▶ [GOAL OF THE EXERCISE] Select and reproduce each line of the listing below that bears the string "Lungadige".
|---|
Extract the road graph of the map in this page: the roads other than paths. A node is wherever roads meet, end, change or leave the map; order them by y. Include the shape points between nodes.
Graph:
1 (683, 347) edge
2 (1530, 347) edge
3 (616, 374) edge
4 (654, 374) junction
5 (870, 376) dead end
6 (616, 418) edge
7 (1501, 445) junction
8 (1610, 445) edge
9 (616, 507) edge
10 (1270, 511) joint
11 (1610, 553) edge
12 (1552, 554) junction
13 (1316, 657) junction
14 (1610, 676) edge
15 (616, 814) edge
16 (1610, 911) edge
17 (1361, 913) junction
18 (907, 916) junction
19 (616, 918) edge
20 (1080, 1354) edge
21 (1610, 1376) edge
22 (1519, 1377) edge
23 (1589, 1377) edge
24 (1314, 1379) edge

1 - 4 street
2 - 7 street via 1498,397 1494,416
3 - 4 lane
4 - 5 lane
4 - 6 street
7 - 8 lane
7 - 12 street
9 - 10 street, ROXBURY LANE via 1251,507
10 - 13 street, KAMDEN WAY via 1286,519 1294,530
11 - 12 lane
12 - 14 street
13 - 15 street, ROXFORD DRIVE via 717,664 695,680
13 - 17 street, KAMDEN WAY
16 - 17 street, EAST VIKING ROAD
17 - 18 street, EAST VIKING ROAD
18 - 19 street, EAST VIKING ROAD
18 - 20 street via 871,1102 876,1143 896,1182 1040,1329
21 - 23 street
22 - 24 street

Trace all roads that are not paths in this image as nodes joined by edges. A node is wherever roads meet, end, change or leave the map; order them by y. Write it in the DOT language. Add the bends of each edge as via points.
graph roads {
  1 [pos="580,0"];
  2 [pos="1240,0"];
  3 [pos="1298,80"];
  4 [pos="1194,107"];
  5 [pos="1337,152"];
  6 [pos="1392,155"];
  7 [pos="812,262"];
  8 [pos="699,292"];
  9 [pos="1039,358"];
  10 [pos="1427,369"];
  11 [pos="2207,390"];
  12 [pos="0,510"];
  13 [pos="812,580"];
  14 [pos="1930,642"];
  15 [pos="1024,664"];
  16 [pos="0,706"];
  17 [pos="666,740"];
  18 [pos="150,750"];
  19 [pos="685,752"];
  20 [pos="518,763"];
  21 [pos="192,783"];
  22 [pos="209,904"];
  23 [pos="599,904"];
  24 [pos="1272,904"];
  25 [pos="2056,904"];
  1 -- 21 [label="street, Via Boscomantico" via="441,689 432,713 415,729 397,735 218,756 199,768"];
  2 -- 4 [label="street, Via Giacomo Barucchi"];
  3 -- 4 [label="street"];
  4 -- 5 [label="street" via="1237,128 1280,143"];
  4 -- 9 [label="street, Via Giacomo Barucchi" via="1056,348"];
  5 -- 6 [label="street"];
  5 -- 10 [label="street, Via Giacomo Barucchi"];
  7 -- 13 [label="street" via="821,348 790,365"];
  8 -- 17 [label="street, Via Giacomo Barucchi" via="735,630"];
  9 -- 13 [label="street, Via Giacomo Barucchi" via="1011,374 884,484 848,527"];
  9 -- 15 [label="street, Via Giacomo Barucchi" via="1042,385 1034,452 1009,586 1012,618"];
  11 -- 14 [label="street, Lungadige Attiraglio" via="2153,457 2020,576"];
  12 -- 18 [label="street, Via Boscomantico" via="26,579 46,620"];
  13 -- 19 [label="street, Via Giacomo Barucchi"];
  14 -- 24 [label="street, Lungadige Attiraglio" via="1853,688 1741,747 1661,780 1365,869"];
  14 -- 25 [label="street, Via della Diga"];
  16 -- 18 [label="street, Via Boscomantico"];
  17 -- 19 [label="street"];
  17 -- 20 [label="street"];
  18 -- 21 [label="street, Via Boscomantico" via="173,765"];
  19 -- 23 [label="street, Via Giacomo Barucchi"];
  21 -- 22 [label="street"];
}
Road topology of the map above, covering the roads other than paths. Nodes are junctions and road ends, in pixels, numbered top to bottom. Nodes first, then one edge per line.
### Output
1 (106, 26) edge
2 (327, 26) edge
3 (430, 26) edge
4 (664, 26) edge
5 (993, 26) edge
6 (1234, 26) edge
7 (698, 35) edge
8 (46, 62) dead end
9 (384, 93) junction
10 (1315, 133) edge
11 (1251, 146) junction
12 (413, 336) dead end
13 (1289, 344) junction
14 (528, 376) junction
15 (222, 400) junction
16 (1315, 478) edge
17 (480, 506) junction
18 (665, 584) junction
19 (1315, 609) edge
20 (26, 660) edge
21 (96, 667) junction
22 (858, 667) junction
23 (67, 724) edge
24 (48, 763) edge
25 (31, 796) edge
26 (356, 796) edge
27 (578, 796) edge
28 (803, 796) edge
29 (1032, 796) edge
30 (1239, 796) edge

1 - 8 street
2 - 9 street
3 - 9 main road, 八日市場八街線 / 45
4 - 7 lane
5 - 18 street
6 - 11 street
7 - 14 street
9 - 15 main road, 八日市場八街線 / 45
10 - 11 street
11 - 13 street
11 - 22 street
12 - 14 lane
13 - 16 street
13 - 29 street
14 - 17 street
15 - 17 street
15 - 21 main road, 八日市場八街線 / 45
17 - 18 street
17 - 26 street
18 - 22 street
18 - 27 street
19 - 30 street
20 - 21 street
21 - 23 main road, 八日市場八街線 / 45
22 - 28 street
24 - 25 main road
|---|
▶ [WRITTEN RESPONSE]
  11 -- 14 [label="street, Lungadige Attiraglio" via="2153,457 2020,576"];
  14 -- 24 [label="street, Lungadige Attiraglio" via="1853,688 1741,747 1661,780 1365,869"];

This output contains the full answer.